§ **ASSIGNED TASK**:
Count every line below in which "const" occurs, then give only the count.

§ **DATA TO EXAMINE**:
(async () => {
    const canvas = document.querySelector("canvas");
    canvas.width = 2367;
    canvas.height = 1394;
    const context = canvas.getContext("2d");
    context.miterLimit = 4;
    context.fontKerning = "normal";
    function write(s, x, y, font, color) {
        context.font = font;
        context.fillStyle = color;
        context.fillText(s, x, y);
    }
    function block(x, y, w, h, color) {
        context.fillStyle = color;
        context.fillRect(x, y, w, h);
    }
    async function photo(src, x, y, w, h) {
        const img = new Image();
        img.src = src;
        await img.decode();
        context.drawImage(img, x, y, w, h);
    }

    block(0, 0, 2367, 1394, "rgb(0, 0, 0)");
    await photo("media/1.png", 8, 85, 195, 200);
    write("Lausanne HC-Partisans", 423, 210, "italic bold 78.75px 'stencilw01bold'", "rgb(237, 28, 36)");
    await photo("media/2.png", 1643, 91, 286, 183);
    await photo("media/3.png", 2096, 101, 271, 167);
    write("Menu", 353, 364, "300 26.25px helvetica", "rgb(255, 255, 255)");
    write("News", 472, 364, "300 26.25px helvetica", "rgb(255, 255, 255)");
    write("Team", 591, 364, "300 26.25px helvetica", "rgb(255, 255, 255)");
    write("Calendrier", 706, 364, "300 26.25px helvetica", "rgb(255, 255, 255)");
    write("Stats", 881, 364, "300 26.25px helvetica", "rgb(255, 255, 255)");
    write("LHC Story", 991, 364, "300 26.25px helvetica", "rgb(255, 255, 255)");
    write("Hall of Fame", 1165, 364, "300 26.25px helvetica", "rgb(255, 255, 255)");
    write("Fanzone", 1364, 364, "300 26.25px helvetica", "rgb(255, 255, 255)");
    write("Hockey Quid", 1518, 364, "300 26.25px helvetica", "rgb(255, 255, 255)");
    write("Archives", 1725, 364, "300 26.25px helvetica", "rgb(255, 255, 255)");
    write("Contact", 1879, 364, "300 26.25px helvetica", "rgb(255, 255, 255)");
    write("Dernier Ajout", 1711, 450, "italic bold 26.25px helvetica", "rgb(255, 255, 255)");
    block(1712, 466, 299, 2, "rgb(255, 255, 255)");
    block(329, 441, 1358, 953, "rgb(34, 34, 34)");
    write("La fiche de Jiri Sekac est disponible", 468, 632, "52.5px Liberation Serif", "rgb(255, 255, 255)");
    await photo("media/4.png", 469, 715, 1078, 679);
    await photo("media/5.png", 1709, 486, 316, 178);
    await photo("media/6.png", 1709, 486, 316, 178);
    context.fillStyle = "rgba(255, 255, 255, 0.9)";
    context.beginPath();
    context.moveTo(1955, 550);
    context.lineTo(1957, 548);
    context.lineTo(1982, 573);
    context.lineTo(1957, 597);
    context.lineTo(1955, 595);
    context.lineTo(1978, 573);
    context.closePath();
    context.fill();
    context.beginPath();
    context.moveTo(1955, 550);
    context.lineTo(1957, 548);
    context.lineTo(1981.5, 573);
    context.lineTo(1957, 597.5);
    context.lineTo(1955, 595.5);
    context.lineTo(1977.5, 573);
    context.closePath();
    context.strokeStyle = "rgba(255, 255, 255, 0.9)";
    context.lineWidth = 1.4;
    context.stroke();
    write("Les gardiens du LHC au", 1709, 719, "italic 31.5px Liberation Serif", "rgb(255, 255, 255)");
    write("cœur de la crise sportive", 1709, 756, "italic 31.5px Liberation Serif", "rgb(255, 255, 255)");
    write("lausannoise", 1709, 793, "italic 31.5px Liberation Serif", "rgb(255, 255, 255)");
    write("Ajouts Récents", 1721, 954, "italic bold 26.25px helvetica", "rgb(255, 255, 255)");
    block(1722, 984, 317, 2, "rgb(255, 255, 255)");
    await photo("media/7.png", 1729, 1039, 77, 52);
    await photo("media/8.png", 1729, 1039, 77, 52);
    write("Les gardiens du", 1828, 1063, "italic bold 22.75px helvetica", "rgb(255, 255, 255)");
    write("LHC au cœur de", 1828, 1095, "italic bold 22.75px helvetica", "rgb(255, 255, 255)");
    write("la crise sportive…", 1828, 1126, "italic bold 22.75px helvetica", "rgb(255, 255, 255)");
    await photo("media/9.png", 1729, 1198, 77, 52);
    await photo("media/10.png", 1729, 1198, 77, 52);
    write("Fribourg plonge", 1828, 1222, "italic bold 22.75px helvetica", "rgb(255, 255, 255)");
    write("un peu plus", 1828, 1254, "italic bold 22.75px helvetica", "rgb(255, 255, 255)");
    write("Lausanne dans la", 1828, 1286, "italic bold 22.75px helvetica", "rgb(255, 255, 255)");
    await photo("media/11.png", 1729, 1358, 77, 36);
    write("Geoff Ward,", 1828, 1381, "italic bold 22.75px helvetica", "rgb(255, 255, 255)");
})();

§ **THE ANSWER**:
3